Что эта «половина пятого» ей почему-то не нравилась, я заключил из произнесенных сквозь зубы: «Отлично! Отлично!», а затем из ее весьма бурной и даже вызывающей речи, в которой она нападала на Италию и особенно на Рим, не в меру похваляющиеся своим прошлым. Между прочим, она заявила мне, что у них в Испании имеется también[33] такой же Колизей, как и у нас, и столь же древний, но они не придают ему ни малейшего значения.

– Piedra muerta![34]

Для них, испанцев, гораздо важнее plaza de toros.[35] Да, а лично для нее важнее всех знаменитых произведений античного искусства портрет Минервы работы художника Мануэля Бернальдеса, который что-то запаздывает. Нетерпение Пепиты вызывалось только этим, и теперь оно дошло до предела. Говоря, она все время дрожала, быстро потирала пальцем нос, кусала губы, сжимала и разжимала пальцы, а глаза ее устремлялись на дверь.

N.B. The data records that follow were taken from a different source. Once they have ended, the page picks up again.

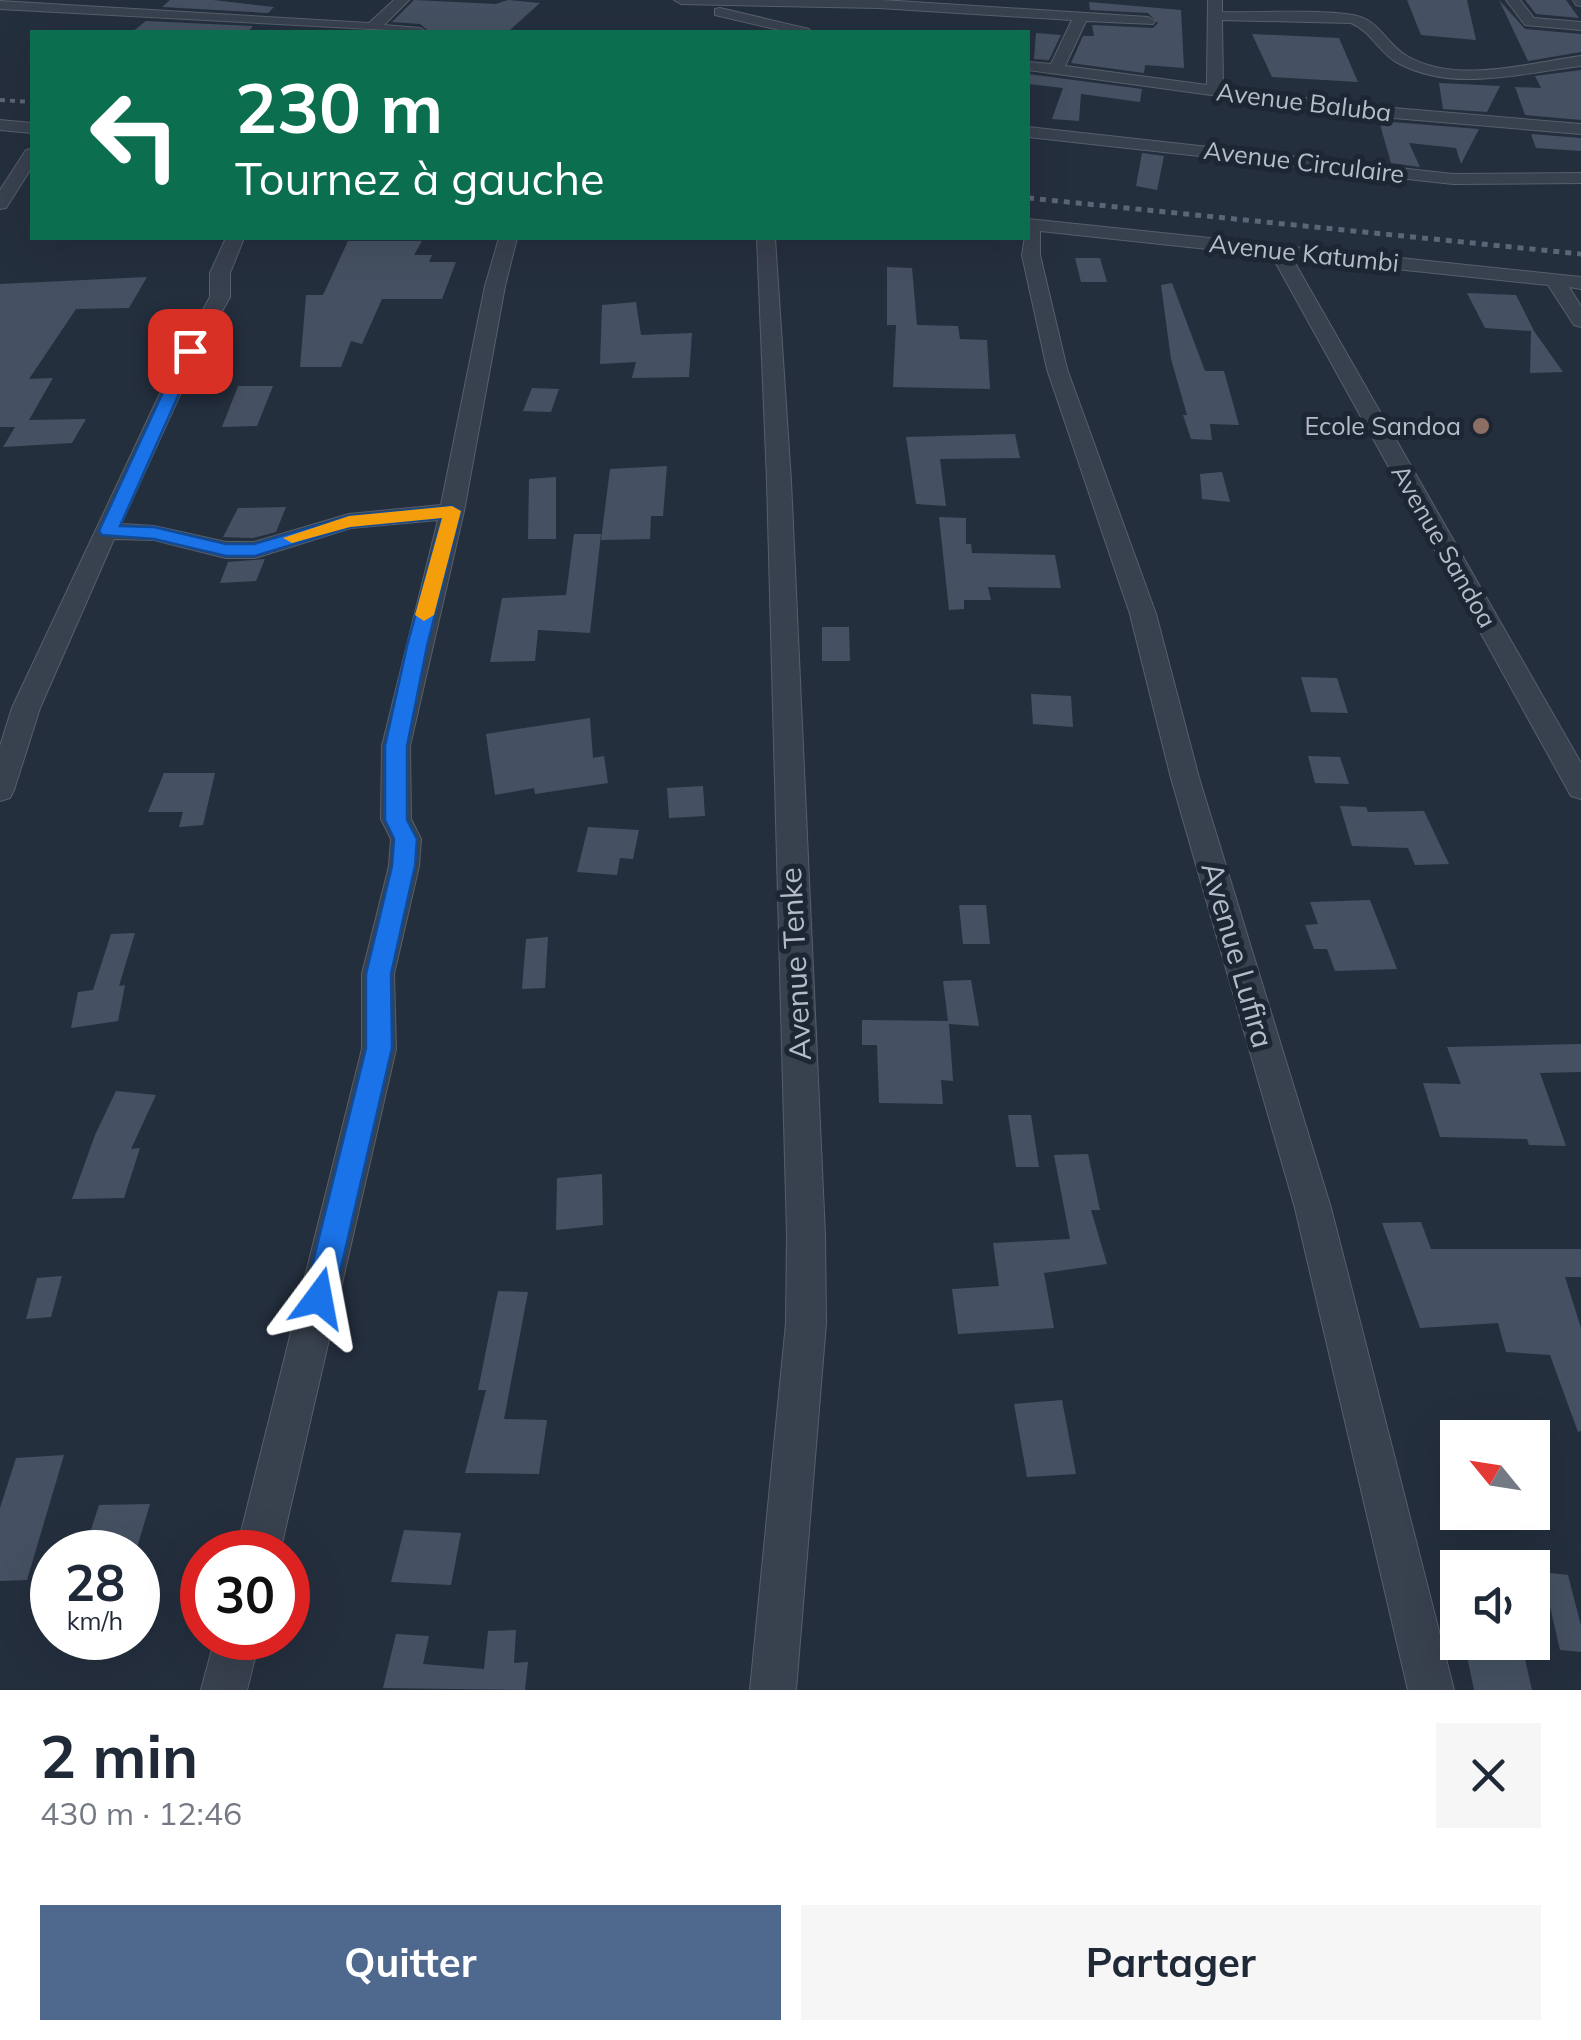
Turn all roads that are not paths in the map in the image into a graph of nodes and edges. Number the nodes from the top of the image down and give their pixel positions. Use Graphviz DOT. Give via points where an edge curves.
graph roads {
  1 [pos="402,0"];
  2 [pos="681,0"];
  3 [pos="1342,0"];
  4 [pos="1513,0"];
  5 [pos="778,1"];
  6 [pos="700,2"];
  7 [pos="0,5"];
  8 [pos="1216,8"];
  9 [pos="1081,16"];
  10 [pos="1353,19"];
  11 [pos="1148,21"];
  12 [pos="1581,26"];
  13 [pos="372,28"];
  14 [pos="396,30"];
  15 [pos="795,30"];
  16 [pos="1581,61"];
  17 [pos="1030,66"];
  18 [pos="1056,70"];
  19 [pos="1215,91"];
  20 [pos="0,125"];
  21 [pos="30,128"];
  22 [pos="1581,129"];
  23 [pos="1030,132"];
  24 [pos="30,157"];
  25 [pos="1581,178"];
  26 [pos="0,204"];
  27 [pos="1030,224"];
  28 [pos="234,240"];
  29 [pos="507,240"];
  30 [pos="766,240"];
  31 [pos="1030,240"];
  32 [pos="1279,251"];
  33 [pos="1554,280"];
  34 [pos="1581,282"];
  35 [pos="1581,320"];
  36 [pos="452,511"];
  37 [pos="108,531"];
  38 [pos="1581,788"];
  39 [pos="0,790"];
  40 [pos="263,1530"];
  41 [pos="232,1660"];
  42 [pos="224,1690"];
  43 [pos="772,1690"];
  44 [pos="1432,1690"];
  1 -- 13 [label="street"];
  2 -- 6 [label="street"];
  3 -- 10 [label="street"];
  4 -- 12 [label="street" via="1530,22"];
  5 -- 6 [label="street"];
  5 -- 9 [label="street"];
  6 -- 15 [label="street"];
  7 -- 13 [label="street"];
  8 -- 10 [label="street"];
  8 -- 19 [label="street"];
  9 -- 11 [label="street"];
  9 -- 18 [label="street"];
  10 -- 16 [label="street" via="1371,25 1405,61 1450,74"];
  13 -- 14 [label="street"];
  17 -- 18 [label="street, Avenue Baluba"];
  18 -- 19 [label="street, Avenue Baluba"];
  19 -- 22 [label="street, Avenue Baluba"];
  20 -- 21 [label="street"];
  23 -- 25 [label="street, Avenue Circulaire" via="1453,179"];
  24 -- 26 [label="street"];
  27 -- 32 [label="street, Avenue Katumbi"];
  28 -- 37 [label="street" via="220,272 220,296"];
  29 -- 36 [label="street"];
  30 -- 43 [label="street, Avenue Tenke" via="806,1235 806,1323"];
  31 -- 44 [label="street, Avenue Lufira" via="1057,369 1143,614 1313,1208"];
  32 -- 33 [label="street, Avenue Katumbi"];
  32 -- 38 [label="street, Avenue Sandoa"];
  33 -- 34 [label="street, Avenue Katumbi"];
  33 -- 35 [label="street"];
  36 -- 37 [label="street" via="349,521 255,550"];
  36 -- 40 [label="street" via="396,746 396,820 406,839 378,974 379,1048"];
  37 -- 39 [label="street" via="26,708"];
  41 -- 42 [label="street"];
}
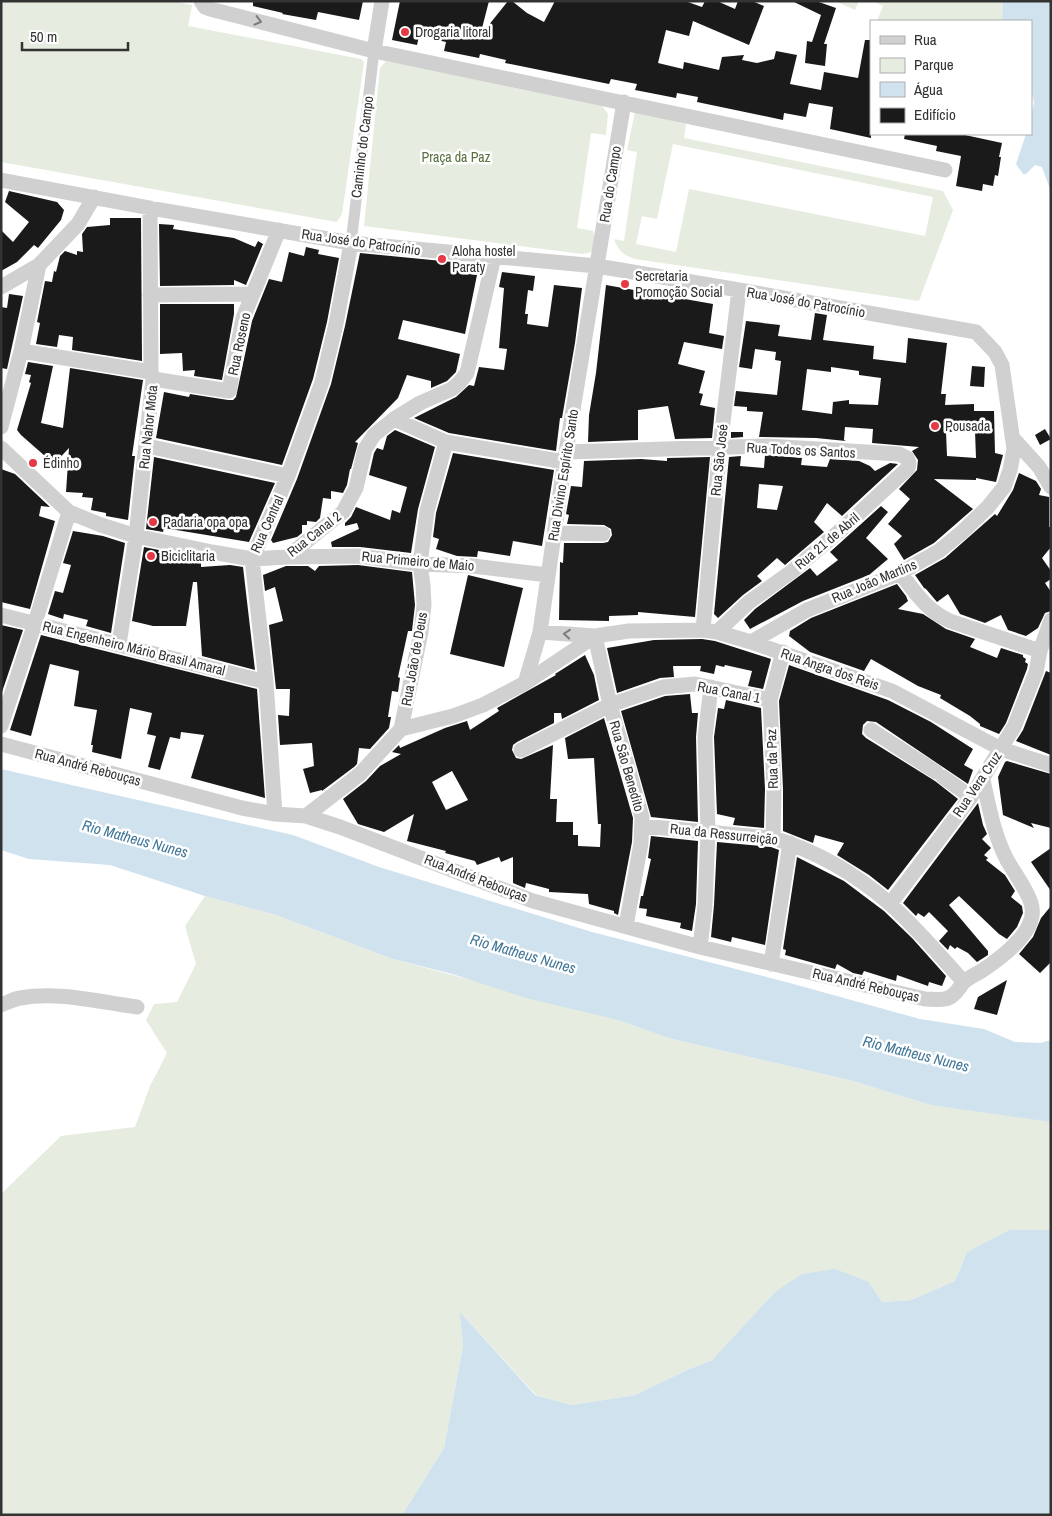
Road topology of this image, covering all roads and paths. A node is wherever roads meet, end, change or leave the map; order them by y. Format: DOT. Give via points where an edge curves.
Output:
graph roads {
  1 [pos="382,1"];
  2 [pos="206,5"];
  3 [pos="374,51"];
  4 [pos="624,102"];
  5 [pos="945,170"];
  6 [pos="1,180"];
  7 [pos="94,197"];
  8 [pos="150,208"];
  9 [pos="280,230"];
  10 [pos="351,243"];
  11 [pos="494,257"];
  12 [pos="39,264"];
  13 [pos="597,266"];
  14 [pos="1,288"];
  15 [pos="739,290"];
  16 [pos="252,294"];
  17 [pos="150,295"];
  18 [pos="21,351"];
  19 [pos="1002,365"];
  20 [pos="152,375"];
  21 [pos="394,419"];
  22 [pos="1,426"];
  23 [pos="1011,436"];
  24 [pos="446,442"];
  25 [pos="147,446"];
  26 [pos="720,447"];
  27 [pos="1,448"];
  28 [pos="885,454"];
  29 [pos="566,457"];
  30 [pos="288,476"];
  31 [pos="1051,487"];
  32 [pos="69,512"];
  33 [pos="555,533"];
  34 [pos="603,534"];
  35 [pos="136,536"];
  36 [pos="287,557"];
  37 [pos="252,559"];
  38 [pos="420,564"];
  39 [pos="900,572"];
  40 [pos="548,575"];
  41 [pos="1,615"];
  42 [pos="1051,620"];
  43 [pos="35,623"];
  44 [pos="710,631"];
  45 [pos="540,632"];
  46 [pos="594,636"];
  47 [pos="751,642"];
  48 [pos="119,644"];
  49 [pos="1040,651"];
  50 [pos="783,652"];
  51 [pos="266,682"];
  52 [pos="525,683"];
  53 [pos="711,687"];
  54 [pos="770,700"];
  55 [pos="610,704"];
  56 [pos="1,726"];
  57 [pos="401,729"];
  58 [pos="871,730"];
  59 [pos="1,744"];
  60 [pos="1001,749"];
  61 [pos="522,750"];
  62 [pos="1051,765"];
  63 [pos="983,780"];
  64 [pos="971,797"];
  65 [pos="275,814"];
  66 [pos="306,816"];
  67 [pos="642,826"];
  68 [pos="708,831"];
  69 [pos="773,838"];
  70 [pos="790,843"];
  71 [pos="890,904"];
  72 [pos="626,926"];
  73 [pos="700,947"];
  74 [pos="772,964"];
  75 [pos="964,982"];
  76 [pos="1,1005"];
  77 [pos="137,1008"];
  1 -- 3 [label="street"];
  2 -- 3 [label="street, one-way"];
  3 -- 4 [label="street"];
  3 -- 10 [label="street, Caminho do Campo"];
  4 -- 5 [label="street"];
  4 -- 13 [label="street, Rua do Campo"];
  6 -- 7 [label="street, Rua José do Patrocínio"];
  7 -- 8 [label="street, Rua José do Patrocínio"];
  7 -- 12 [label="street" via="78,224"];
  8 -- 9 [label="street, Rua José do Patrocínio"];
  8 -- 17 [label="street, Rua Nahor Mota"];
  9 -- 10 [label="street, Rua José do Patrocínio"];
  9 -- 16 [label="street, Rua Roseno"];
  10 -- 11 [label="street, Rua José do Patrocínio"];
  10 -- 30 [label="street, Rua Central" via="322,382"];
  11 -- 13 [label="street, Rua José do Patrocínio"];
  11 -- 21 [label="street, Rua Canal 2" via="467,373 452,389"];
  12 -- 14 [label="street"];
  12 -- 18 [label="street"];
  13 -- 15 [label="street, Rua José do Patrocínio"];
  13 -- 29 [label="street, Rua Divino Espírito Santo"];
  15 -- 19 [label="street, Rua José do Patrocínio" via="976,332 995,352"];
  15 -- 26 [label="street, Rua São José"];
  16 -- 17 [label="street"];
  16 -- 20 [label="street, Rua Roseno" via="243,318 229,391"];
  17 -- 20 [label="street, Rua Nahor Mota"];
  18 -- 20 [label="street"];
  18 -- 22 [label="street"];
  19 -- 23 [label="street, Rua João Martins"];
  20 -- 25 [label="street, Rua Nahor Mota"];
  21 -- 24 [label="street, Rua Todos os Santos"];
  21 -- 36 [label="street, Rua Canal 2" via="374,435 365,449 356,488 343,512"];
  23 -- 31 [label="street" via="1039,467"];
  23 -- 39 [label="street, Rua João Martins" via="1014,449 1004,487 939,551"];
  24 -- 29 [label="street, Rua Todos os Santos"];
  24 -- 38 [label="street, Rua João de Deus" via="427,511"];
  25 -- 30 [label="street"];
  25 -- 35 [label="street, Rua Nahor Mota"];
  26 -- 28 [label="street, Rua Todos os Santos" via="768,446"];
  26 -- 29 [label="street, Rua Todos os Santos"];
  26 -- 44 [label="street, Rua São José"];
  27 -- 32 [label="street, Rua Canal 2"];
  28 -- 44 [label="street, Rua 21 de Abril" via="899,454 907,458 908,468 791,572"];
  29 -- 33 [label="street, Rua Divino Espírito Santo"];
  30 -- 37 [label="street, Rua Central"];
  32 -- 35 [label="street, Rua Canal 2"];
  32 -- 43 [label="street"];
  33 -- 34 [label="street"];
  33 -- 40 [label="street, Rua Divino Espírito Santo"];
  35 -- 37 [label="street, Rua Canal 2"];
  35 -- 48 [label="street, Rua Nahor Mota"];
  36 -- 37 [label="street, Rua Canal 2"];
  36 -- 38 [label="street, Rua Primeiro de Maio" via="359,556"];
  37 -- 51 [label="street, Rua Central"];
  38 -- 40 [label="street, Rua Primeiro de Maio" via="473,566"];
  38 -- 57 [label="street, Rua João de Deus" via="424,585 421,632"];
  39 -- 47 [label="street, Rua João Martins" via="807,610"];
  39 -- 49 [label="street" via="923,603 939,616"];
  40 -- 45 [label="street, Rua Divino Espírito Santo"];
  41 -- 43 [label="street, Rua Engenheiro Mário Brasil Amaral"];
  42 -- 49 [label="street, Rua Vera Cruz"];
  43 -- 48 [label="street, Rua Engenheiro Mário Brasil Amaral"];
  43 -- 56 [label="street"];
  44 -- 46 [label="street, Rua Angra dos Reis" via="629,631"];
  44 -- 47 [label="street, Rua Angra dos Reis"];
  46 -- 45 [label="street, Rua Angra dos Reis, one-way"];
  45 -- 52 [label="street, Rua Divino Espírito Santo"];
  46 -- 52 [label="street, Rua Angra dos Reis"];
  46 -- 55 [label="street, Rua São Benedito"];
  47 -- 50 [label="street, Rua Angra dos Reis"];
  48 -- 51 [label="street, Rua Engenheiro Mário Brasil Amaral"];
  49 -- 60 [label="street, Rua Vera Cruz" via="1025,701"];
  50 -- 54 [label="street, Rua da Paz"];
  50 -- 60 [label="street, Rua Angra dos Reis" via="892,691"];
  51 -- 65 [label="street, Rua Central"];
  52 -- 57 [label="street, Rua Angra dos Reis" via="482,705"];
  53 -- 54 [label="street, Rua Canal 1"];
  53 -- 55 [label="street, Rua Canal 1" via="679,684"];
  53 -- 68 [label="street" via="705,737"];
  54 -- 69 [label="street, Rua da Paz"];
  55 -- 61 [label="street, Rua Canal 1"];
  55 -- 67 [label="street, Rua São Benedito"];
  57 -- 66 [label="street" via="360,774"];
  58 -- 64 [label="street"];
  59 -- 65 [label="street, Rua André Rebouças"];
  60 -- 62 [label="street, Rua Angra dos Reis"];
  60 -- 63 [label="street, Rua Vera Cruz"];
  63 -- 64 [label="street, Rua Vera Cruz"];
  63 -- 75 [label="street" via="1006,859 1032,905 1033,914 1015,946"];
  64 -- 71 [label="street, Rua Vera Cruz"];
  65 -- 66 [label="street, Rua André Rebouças"];
  66 -- 72 [label="street, Rua André Rebouças" via="384,842 533,901"];
  67 -- 68 [label="street, Rua da Ressurreição"];
  67 -- 72 [label="street, Rua São Benedito"];
  68 -- 69 [label="street, Rua da Ressurreição"];
  68 -- 73 [label="street"];
  69 -- 70 [label="street, Rua da Ressurreição"];
  70 -- 71 [label="street, Rua da Ressurreição" via="844,869"];
  70 -- 74 [label="street"];
  71 -- 75 [label="street, Rua da Ressurreição"];
  72 -- 73 [label="street, Rua André Rebouças"];
  73 -- 74 [label="street, Rua André Rebouças"];
  74 -- 75 [label="street, Rua André Rebouças" via="925,999 943,1000 953,996"];
  76 -- 77 [label="street" via="18,998 40,996 69,997"];
}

Наконец слуга доложил о Бернальдесе, и тот появился разгоряченный, потный, словно он не шел, а бежал. Пепита тотчас же повернулась к нему спиной и, сделав над собой усилие, приняла холодно-равнодушный вид. Но когда он, поздоровавшись с маркизом, подошел к нам, то есть, вернее, к ней, и, заговорив с ней на своем родном языке, стал извиняться за опоздание, она утратила сдержанность и обрушила на него целый поток слов:

– Прежде всего говорите по-итальянски, porque aqui[36] мы в Риме и у нас эти господа, которые не понимают испанского языка, и, по-моему, неприлично, чтобы вы со мной говорили по-испански. А потом, знайте, что опоздание ваше мне совершенно безразлично, и вы можете не извиняться.

До крайности уязвленный Бернальдес растерянно улыбнулся и поклонился Пепите, а затем спросил, можно ли ему поработать над портретом, пока еще светло.

– Да пожалуйста! – ответила она с тем же видом и тем же тоном. – Вы puede pintare[37] без меня или fambién отложить работу, если угодно.

Мануэль Бернальдес снова наклонил голову и повернулся к синьоре Кандиде, все еще державшей на руках болонку.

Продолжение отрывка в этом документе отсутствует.